§ EXERCISE GOAL: Each line below that includes the word "image" is to be reported.

*** Block opens ***

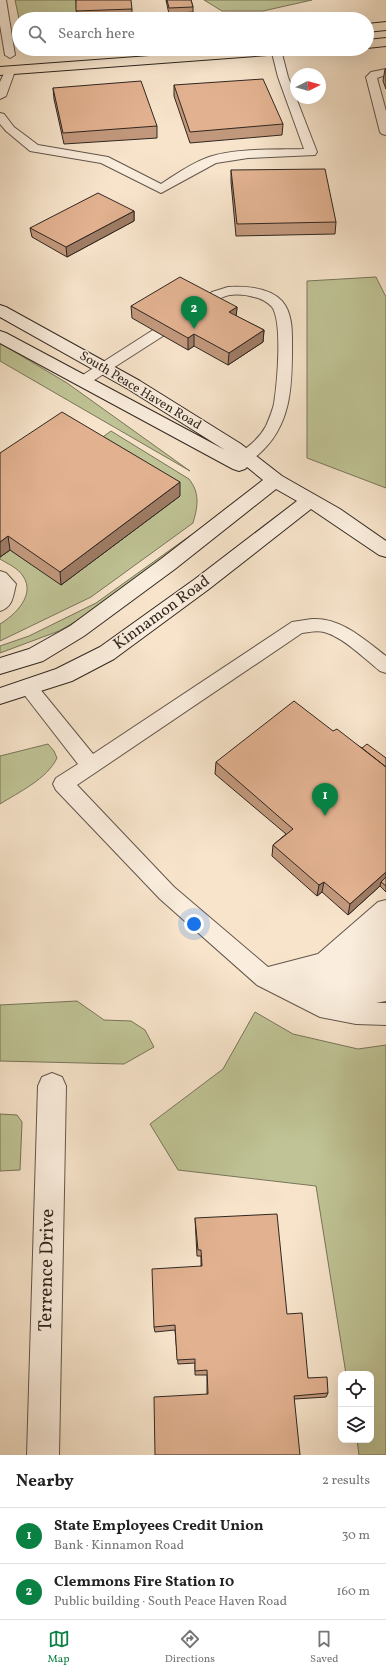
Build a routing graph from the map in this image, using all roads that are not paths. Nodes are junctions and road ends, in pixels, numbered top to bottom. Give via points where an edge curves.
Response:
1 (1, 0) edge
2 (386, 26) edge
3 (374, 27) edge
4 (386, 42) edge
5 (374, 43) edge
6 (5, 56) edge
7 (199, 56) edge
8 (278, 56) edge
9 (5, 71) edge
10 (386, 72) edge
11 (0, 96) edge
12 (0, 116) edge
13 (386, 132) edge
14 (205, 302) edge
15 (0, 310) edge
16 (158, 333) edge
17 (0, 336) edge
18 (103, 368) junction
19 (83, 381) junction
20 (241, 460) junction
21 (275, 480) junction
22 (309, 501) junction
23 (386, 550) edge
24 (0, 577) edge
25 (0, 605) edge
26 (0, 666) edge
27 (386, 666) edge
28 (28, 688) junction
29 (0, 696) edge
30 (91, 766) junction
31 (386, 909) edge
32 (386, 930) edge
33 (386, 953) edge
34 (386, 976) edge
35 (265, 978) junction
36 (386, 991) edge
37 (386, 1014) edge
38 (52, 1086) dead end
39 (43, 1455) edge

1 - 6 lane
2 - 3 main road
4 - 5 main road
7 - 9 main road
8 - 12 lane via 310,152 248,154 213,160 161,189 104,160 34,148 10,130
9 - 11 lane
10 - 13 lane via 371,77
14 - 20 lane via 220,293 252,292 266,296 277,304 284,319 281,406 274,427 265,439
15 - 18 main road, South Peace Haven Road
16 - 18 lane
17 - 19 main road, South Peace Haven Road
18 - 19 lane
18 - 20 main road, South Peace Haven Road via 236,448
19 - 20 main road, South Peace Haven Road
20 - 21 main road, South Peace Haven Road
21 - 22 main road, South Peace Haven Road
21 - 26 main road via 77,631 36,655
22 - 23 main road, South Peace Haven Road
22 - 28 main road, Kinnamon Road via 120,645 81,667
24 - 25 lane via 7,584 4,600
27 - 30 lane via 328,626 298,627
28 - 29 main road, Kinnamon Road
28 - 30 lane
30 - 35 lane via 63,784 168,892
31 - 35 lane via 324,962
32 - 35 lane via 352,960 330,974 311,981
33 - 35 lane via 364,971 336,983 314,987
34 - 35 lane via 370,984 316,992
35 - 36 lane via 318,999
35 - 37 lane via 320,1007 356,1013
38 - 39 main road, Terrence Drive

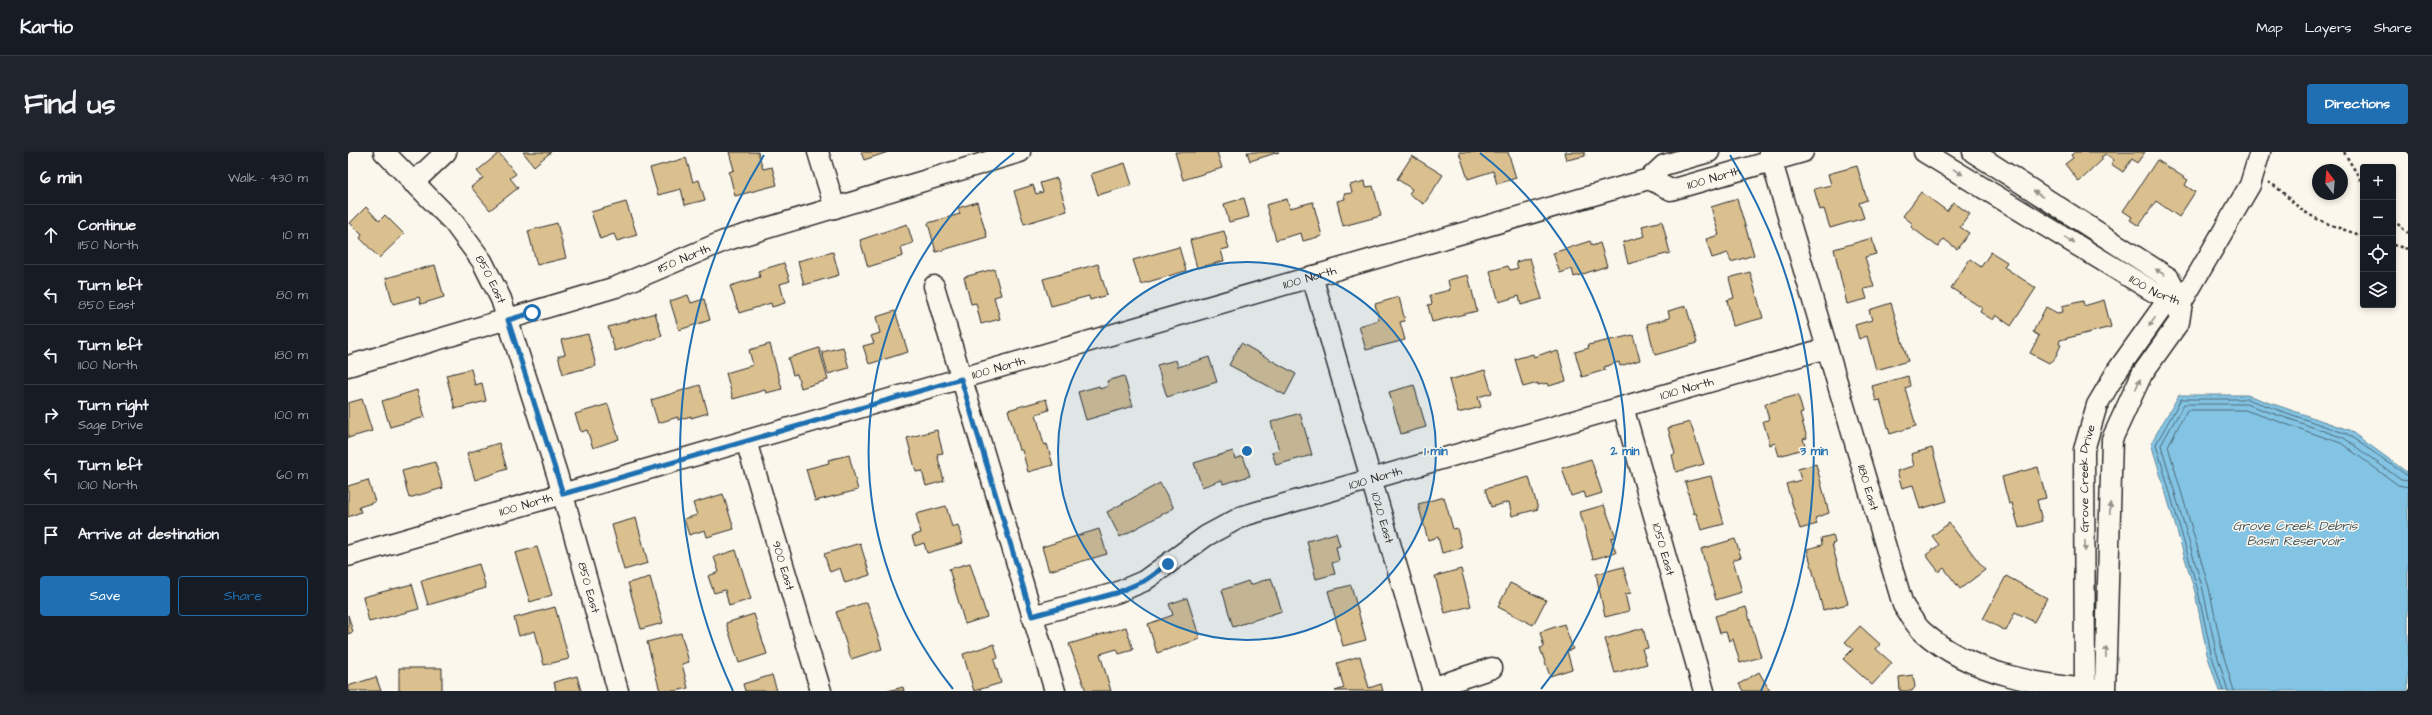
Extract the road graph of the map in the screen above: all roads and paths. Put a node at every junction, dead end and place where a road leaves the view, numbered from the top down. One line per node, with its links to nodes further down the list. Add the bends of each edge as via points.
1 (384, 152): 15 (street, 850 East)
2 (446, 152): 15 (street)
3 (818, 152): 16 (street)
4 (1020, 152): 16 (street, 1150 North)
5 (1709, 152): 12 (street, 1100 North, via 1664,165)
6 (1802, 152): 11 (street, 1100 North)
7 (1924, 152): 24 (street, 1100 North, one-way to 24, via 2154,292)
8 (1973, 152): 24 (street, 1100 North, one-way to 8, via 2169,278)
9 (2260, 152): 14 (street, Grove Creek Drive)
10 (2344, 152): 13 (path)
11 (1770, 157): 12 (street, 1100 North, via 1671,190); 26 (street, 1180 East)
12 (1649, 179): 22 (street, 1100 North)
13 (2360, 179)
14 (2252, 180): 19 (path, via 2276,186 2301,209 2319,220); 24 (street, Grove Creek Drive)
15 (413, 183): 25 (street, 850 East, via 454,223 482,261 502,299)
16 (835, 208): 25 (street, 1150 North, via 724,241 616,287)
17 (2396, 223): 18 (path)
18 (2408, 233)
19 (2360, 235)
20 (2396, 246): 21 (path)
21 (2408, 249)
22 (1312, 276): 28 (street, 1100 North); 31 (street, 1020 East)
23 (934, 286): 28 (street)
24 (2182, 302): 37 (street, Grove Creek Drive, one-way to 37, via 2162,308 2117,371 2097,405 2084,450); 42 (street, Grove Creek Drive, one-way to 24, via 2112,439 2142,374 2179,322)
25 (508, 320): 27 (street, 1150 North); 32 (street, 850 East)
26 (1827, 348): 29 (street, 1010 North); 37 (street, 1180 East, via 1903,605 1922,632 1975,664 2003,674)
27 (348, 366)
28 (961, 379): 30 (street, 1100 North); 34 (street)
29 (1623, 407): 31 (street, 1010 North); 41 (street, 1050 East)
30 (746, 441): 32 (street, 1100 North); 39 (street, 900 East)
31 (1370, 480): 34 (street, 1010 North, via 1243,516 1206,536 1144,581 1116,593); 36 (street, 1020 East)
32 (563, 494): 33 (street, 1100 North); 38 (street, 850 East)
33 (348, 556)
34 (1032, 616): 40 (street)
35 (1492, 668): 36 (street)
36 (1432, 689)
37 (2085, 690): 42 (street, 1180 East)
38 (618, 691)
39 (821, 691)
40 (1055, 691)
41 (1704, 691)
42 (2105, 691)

*** Block closes ***
*** Block opens ***

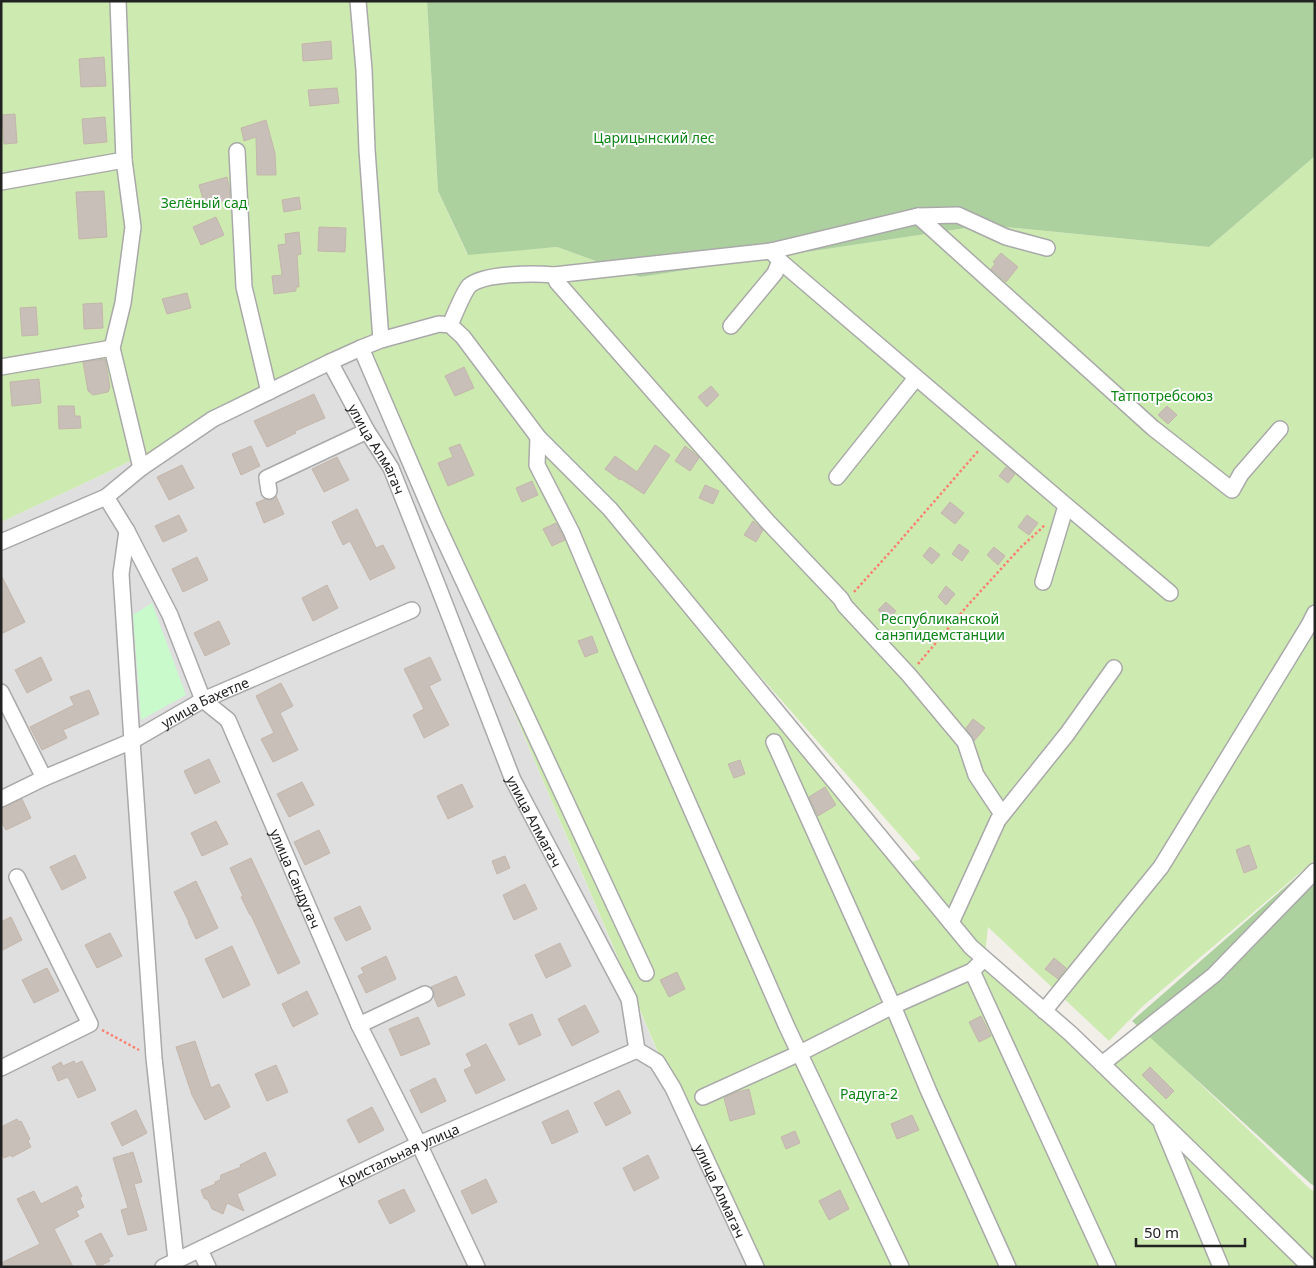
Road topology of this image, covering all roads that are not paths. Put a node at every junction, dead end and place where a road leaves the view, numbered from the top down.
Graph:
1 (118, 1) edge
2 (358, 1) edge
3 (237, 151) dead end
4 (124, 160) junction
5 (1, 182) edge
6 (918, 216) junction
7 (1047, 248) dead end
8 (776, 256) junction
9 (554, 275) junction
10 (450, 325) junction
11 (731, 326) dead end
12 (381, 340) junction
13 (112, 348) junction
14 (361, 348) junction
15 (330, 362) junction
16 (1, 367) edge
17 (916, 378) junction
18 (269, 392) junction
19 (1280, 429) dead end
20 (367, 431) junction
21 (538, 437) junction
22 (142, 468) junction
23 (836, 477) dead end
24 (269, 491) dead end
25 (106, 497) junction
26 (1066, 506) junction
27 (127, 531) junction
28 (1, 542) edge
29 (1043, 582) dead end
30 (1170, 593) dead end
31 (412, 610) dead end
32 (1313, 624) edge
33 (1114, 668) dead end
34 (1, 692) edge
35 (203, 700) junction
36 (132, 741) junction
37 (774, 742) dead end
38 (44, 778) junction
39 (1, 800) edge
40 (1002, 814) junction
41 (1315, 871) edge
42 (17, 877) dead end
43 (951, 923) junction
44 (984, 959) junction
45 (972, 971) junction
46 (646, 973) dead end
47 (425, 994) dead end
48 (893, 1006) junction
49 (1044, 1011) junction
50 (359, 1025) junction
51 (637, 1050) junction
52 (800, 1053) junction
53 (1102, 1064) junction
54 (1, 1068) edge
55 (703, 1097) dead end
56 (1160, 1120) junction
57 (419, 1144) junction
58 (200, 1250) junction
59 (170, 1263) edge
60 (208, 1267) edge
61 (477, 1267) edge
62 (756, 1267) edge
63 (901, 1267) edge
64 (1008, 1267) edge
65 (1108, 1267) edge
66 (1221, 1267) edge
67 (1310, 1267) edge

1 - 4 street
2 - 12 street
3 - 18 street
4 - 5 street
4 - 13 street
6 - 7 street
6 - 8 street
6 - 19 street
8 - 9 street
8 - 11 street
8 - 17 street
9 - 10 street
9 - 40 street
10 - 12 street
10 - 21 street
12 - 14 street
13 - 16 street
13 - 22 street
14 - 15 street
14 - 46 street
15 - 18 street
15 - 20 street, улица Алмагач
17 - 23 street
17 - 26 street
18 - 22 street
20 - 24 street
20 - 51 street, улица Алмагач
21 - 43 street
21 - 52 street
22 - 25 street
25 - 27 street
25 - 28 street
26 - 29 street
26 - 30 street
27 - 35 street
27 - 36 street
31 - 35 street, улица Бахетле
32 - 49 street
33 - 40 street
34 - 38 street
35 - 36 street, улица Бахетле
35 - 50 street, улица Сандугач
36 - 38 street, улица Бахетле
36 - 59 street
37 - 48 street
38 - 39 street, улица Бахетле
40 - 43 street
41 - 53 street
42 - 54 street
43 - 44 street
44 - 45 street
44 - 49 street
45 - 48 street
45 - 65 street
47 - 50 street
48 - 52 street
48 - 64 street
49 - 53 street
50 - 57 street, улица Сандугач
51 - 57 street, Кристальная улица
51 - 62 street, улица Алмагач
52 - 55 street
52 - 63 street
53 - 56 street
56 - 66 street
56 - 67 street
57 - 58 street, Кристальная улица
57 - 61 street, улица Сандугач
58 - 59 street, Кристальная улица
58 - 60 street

*** Block closes ***

§ EXERCISE OUTPUT:
Build a routing graph from the map in this image, using all roads that are not paths. Nodes are junctions and road ends, in pixels, numbered top to bottom. Give via points where an edge curves.
Road topology of this image, covering all roads that are not paths. Put a node at every junction, dead end and place where a road leaves the view, numbered from the top down.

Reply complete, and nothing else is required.